21. Revise § 171.301 to read as follows:
An actor's practice of limiting the manner in which it fulfills a request to access, exchange, or use electronic health information will not be considered information blocking when the practice follows the conditions of this section.
(a) Manner requested. (1) An actor must fulfill a request for electronic health information in any manner requested, unless the actor is technically unable to fulfill the request or cannot reach agreeable terms with the requestor to fulfill the request in the manner requested.
(2) If an actor fulfills a request for electronic health information in any manner requested:
(i) Any fees charged by the actor in relation to fulfilling the request are not required to satisfy the exception in § 171.302; and
(ii) Any license of interoperability elements granted by the actor in relation to fulfilling the request is not required to satisfy the exception in § 171.303.
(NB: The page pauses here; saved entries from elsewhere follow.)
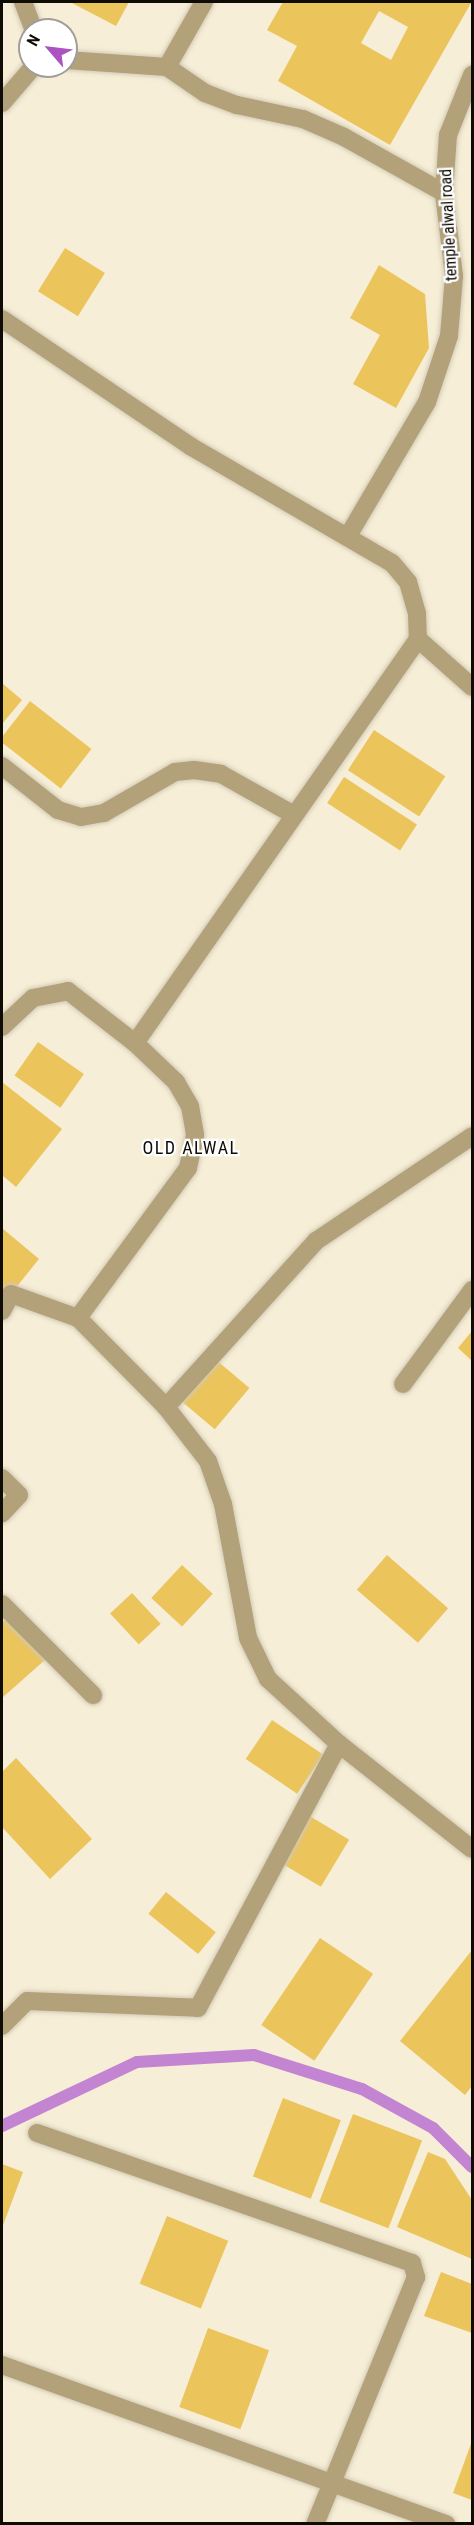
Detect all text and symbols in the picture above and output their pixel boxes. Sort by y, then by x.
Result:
north arrow [18,18,78,78]
text: N [23,31,44,49]
street label: temple alwal road [436,169,462,281]
district label: OLD ALWAL [142,1137,240,1159]

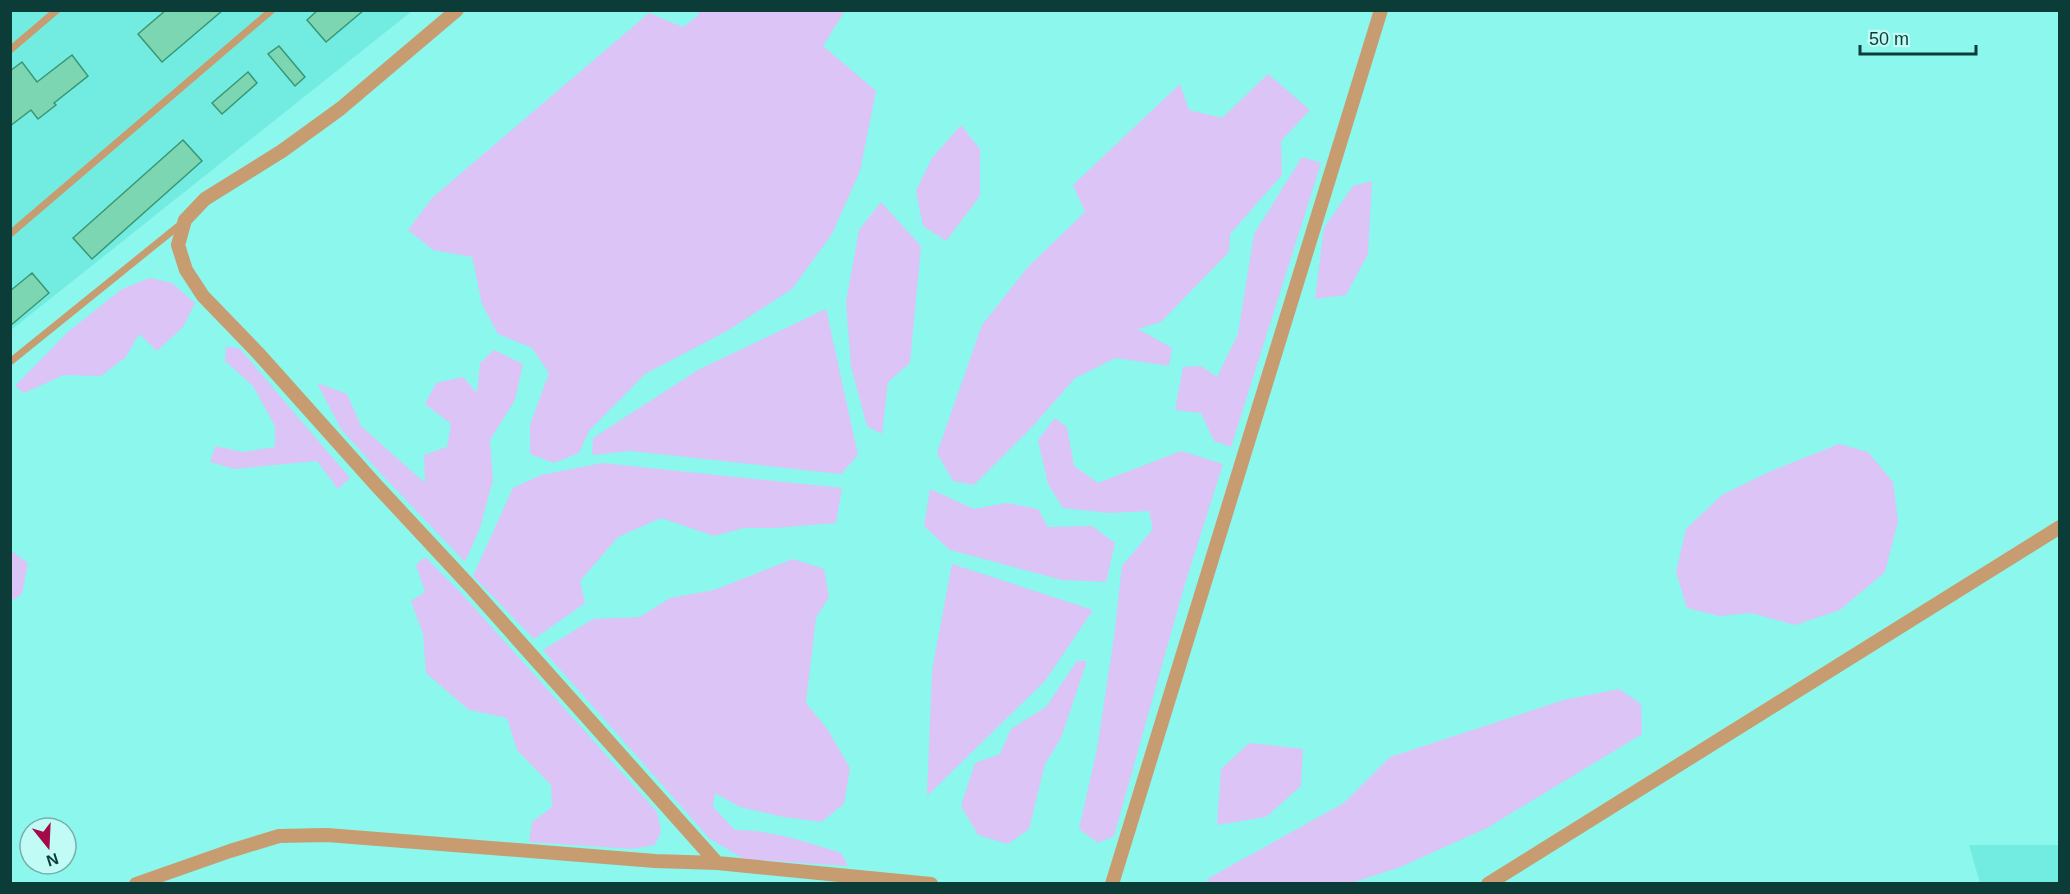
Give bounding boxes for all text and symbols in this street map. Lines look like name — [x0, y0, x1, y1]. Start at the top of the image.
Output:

(b) Alternative manner. If an actor does not fulfill a request for electronic health information in any manner requested because it is technically unable to fulfill the request or cannot reach agreeable terms with the requestor to fulfill the request in the manner requested, the actor must fulfill the request in an alternative manner, as follows:
(1) The actor must fulfill the request without unnecessary delay in the following order of priority, starting with paragraph (b)(1)(i) of this section and only proceeding to the next consecutive paragraph if the actor is technically unable to fulfill the request in the manner identified in a paragraph.
(i) Using technology certified to standard(s) adopted in part 170 that is specified by the requestor.
(ii) Using content and transport standards specified by the requestor and published by:
(A) The Federal Government; or
(B) A standards developing organization accredited by the American National Standards Institute.
(iii) Using an alternative machine-readable format, including the means to interpret the electronic health information, agreed upon with the requestor.
(2) Any fees charged by the actor in relation to fulfilling the request are required to satisfy the exception in § 171.302.
(3) Any license of interoperability elements granted by the actor in relation to fulfilling the request is required to satisfy the exception in § 171.303.
22. Add Subpart D, consisting of §§ 171.400 through 171.403 to read as follows:
Subpart D—Exceptions That Involve Practices Related to Actors' Participation in The Trusted Exchange Framework and Common Agreement (TEFCASM)
- 171.400
- Availability and effect of exceptions.
- 171.401
- [Reserved]
- 171.402
- [Reserved]
- 171.403
- TEFCA manner exception.
Authority: 42 U.S.C. 300jj–52; 5 U.S.C. 552.
A practice shall not be treated as information blocking if the actor satisfies an exception to the information blocking provision as set forth in this subpart D by meeting all applicable requirements and conditions of the exception at all relevant times.
An actor's practice of limiting the manner in which it fulfills a request for access, exchange, or use of electronic health information to only via TEFCA will not be considered information blocking when the practice follows the conditions specified in paragraphs (a) through (d) of this section.
(a) Mutually part of TEFCA. The actor and requestor are both part of TEFCA.
(b) Requestor capability. The requestor is capable of such access, exchange, or use of the requested electronic health information from the actor via TEFCA.
(c) Limitation. The request for access, exchange, or use of EHI is not via the standards adopted in 45 CFR 170.215, including version(s) of those standards approved pursuant to 45 CFR 170.405(b)(8).
(d) Fees and licensing. (1) Any fees charged by the actor in relation to fulfilling the request are required to satisfy the exception in § 171.302; and
(2) Any license of interoperability elements granted by the actor in relation to fulfilling the request is required to satisfy the exception in § 171.303.
Xavier Becerra,
Secretary, Department of Health and Human Services.